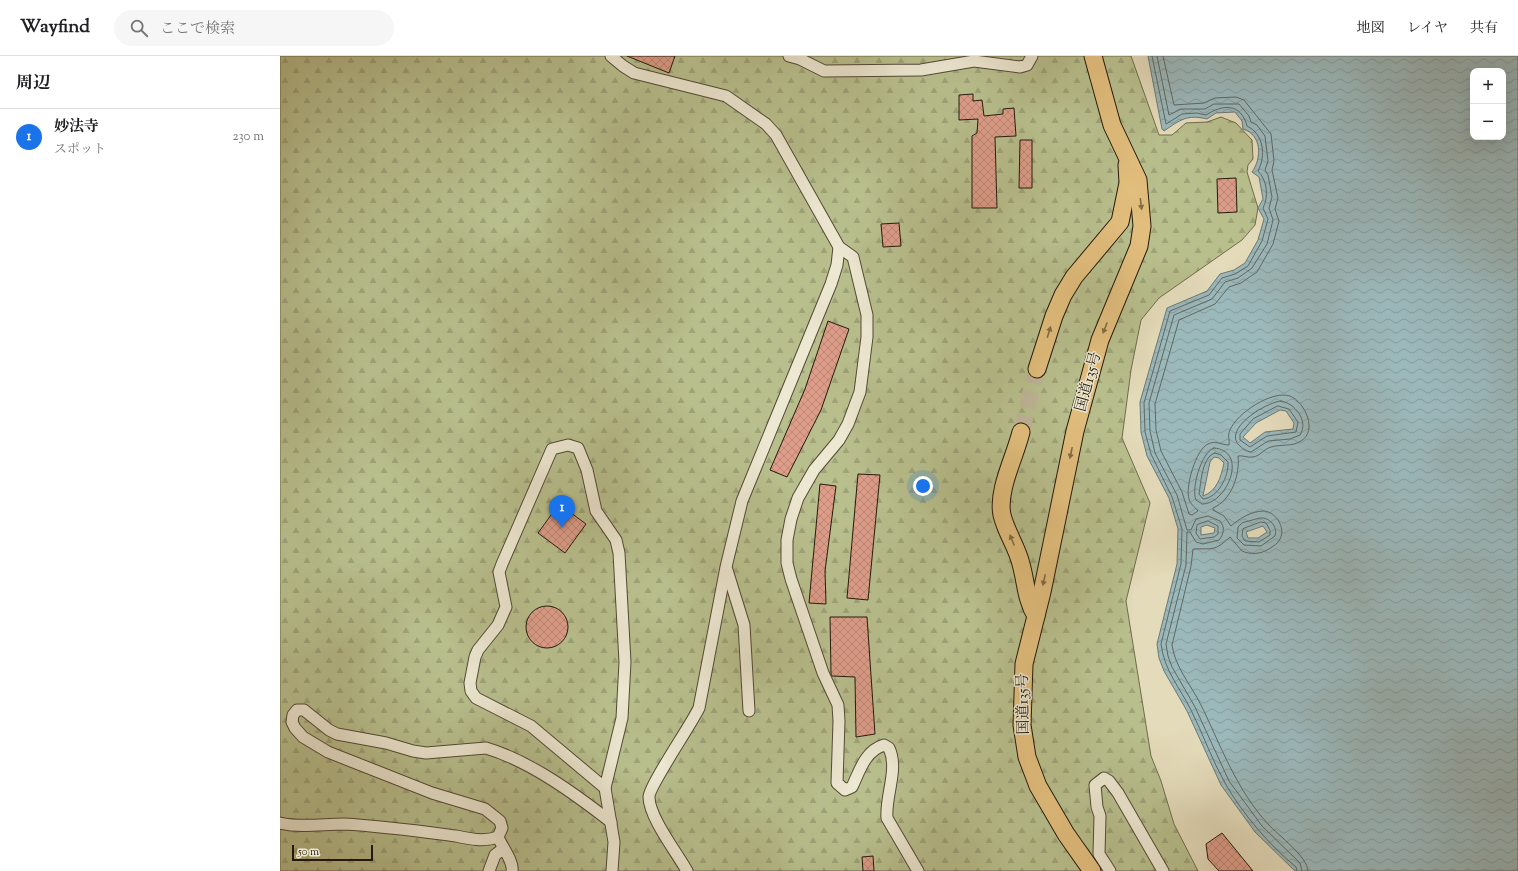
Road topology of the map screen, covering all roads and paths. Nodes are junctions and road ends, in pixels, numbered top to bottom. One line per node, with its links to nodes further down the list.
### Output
1 (611, 56): 6 (street)
2 (789, 56): 3 (street)
3 (1032, 56)
4 (1093, 56): 5 (highway, 国道135号)
5 (1126, 154): 7 (highway, 国道135号, one-way to 5); 10 (highway, 国道135号, one-way to 10)
6 (839, 247): 9 (street); 21 (street)
7 (1037, 369)
8 (1021, 432): 10 (highway, one-way to 8)
9 (726, 567): 11 (street); 20 (street)
10 (1036, 616): 22 (highway, 国道135号)
11 (749, 711)
12 (605, 788): 12 (street); 13 (street)
13 (611, 822): 15 (street); 19 (street)
14 (280, 823): 15 (street)
15 (498, 837): 16 (street)
16 (503, 849): 17 (street); 18 (street)
17 (489, 871)
18 (512, 871)
19 (612, 871)
20 (687, 871)
21 (918, 871)
22 (1092, 871)
23 (1110, 871): 24 (street)
24 (1163, 871)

+===+

• TASK
Please retype the material in full, exactly as it reads, apart from the images.

• YOUR RESPONSE
Road topology of the map screen, covering all roads and paths. Nodes are junctions and road ends, in pixels, numbered top to bottom. One line per node, with its links to nodes further down the list.
### Output
1 (611, 56): 6 (street)
2 (789, 56): 3 (street)
3 (1032, 56)
4 (1093, 56): 5 (highway, 国道135号)
5 (1126, 154): 7 (highway, 国道135号, one-way to 5); 10 (highway, 国道135号, one-way to 10)
6 (839, 247): 9 (street); 21 (street)
7 (1037, 369)
8 (1021, 432): 10 (highway, one-way to 8)
9 (726, 567): 11 (street); 20 (street)
10 (1036, 616): 22 (highway, 国道135号)
11 (749, 711)
12 (605, 788): 12 (street); 13 (street)
13 (611, 822): 15 (street); 19 (street)
14 (280, 823): 15 (street)
15 (498, 837): 16 (street)
16 (503, 849): 17 (street); 18 (street)
17 (489, 871)
18 (512, 871)
19 (612, 871)
20 (687, 871)
21 (918, 871)
22 (1092, 871)
23 (1110, 871): 24 (street)
24 (1163, 871)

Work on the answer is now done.